====== Data listing ======

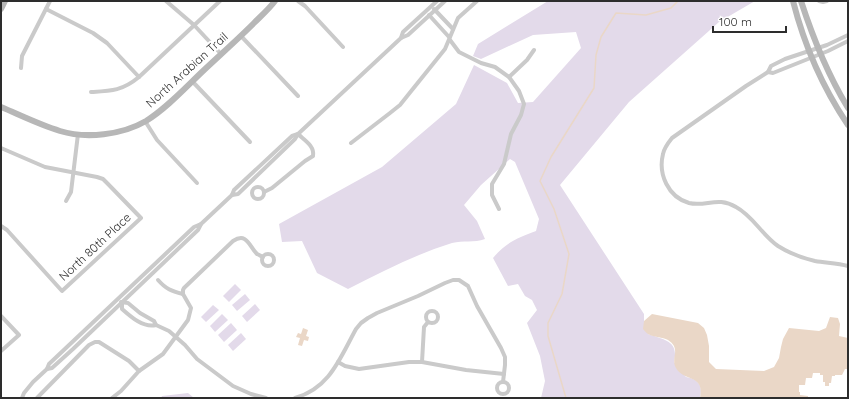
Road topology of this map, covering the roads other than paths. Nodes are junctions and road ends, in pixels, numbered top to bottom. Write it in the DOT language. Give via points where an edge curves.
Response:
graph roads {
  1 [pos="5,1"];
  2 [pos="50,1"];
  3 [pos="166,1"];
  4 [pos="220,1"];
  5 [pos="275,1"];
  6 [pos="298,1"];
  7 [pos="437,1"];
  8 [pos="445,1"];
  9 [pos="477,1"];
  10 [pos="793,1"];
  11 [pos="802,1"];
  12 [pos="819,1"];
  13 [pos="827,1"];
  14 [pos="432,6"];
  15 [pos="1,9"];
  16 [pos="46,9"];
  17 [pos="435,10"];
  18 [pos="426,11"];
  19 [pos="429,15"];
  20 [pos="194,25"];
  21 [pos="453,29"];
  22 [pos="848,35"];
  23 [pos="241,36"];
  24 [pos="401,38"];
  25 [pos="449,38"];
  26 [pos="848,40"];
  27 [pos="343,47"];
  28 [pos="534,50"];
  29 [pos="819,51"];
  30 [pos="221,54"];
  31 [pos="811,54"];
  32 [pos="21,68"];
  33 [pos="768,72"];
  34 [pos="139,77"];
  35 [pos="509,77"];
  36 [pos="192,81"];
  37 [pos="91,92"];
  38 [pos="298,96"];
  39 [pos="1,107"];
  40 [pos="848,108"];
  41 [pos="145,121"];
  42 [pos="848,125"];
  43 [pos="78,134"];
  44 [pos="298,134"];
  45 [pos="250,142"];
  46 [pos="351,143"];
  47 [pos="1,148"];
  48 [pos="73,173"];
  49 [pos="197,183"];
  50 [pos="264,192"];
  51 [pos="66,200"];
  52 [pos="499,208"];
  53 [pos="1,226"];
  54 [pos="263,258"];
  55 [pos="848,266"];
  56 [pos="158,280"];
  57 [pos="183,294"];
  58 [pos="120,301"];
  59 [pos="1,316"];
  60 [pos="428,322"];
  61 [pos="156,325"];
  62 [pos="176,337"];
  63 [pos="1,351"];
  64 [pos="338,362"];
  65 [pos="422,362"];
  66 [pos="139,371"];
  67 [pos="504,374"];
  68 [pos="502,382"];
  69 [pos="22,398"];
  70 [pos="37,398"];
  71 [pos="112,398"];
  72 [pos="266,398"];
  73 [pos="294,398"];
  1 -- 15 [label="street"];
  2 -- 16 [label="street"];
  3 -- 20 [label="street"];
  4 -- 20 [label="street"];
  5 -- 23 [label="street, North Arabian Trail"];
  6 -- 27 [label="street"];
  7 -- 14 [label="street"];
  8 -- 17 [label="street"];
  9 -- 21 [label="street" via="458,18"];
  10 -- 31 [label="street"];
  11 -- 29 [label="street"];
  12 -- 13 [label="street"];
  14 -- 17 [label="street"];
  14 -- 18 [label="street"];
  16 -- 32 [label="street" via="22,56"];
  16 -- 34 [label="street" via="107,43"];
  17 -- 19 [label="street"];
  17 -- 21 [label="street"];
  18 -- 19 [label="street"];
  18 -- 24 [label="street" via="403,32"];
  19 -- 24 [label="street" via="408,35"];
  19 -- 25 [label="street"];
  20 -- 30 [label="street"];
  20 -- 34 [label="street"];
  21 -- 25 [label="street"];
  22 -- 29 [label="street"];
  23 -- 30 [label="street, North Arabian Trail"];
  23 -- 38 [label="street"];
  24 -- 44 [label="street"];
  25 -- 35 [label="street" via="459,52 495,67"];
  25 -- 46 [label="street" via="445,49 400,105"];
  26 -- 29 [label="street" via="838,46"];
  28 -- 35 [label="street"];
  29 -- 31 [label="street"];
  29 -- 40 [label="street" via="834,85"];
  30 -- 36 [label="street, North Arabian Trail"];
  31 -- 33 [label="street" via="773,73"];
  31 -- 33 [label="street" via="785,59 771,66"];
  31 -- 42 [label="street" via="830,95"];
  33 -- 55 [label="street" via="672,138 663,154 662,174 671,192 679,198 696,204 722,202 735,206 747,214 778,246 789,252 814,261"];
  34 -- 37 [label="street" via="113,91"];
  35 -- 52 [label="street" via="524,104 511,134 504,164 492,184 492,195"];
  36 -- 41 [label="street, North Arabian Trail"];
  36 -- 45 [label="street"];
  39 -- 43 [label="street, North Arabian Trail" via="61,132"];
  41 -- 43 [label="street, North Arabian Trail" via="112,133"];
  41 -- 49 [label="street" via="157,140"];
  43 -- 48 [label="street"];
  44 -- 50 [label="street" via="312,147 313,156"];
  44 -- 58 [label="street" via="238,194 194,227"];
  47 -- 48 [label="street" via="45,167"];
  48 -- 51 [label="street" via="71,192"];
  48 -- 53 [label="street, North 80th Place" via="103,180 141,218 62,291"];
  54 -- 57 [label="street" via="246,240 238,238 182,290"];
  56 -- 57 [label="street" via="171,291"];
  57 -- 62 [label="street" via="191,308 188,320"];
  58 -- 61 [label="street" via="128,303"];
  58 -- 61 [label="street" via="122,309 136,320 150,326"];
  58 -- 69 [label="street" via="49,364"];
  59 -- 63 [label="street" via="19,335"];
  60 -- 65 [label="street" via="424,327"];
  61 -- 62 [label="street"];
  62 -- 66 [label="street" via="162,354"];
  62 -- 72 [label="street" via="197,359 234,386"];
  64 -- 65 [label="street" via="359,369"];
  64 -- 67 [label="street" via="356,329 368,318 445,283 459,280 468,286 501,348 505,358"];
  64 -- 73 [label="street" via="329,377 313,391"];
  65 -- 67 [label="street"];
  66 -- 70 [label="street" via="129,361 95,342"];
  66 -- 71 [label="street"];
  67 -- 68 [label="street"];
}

======

◆ **Task**:
Across all the entries, how many lines include "North"? Answer with the number alone.

◆ **Task response**:
7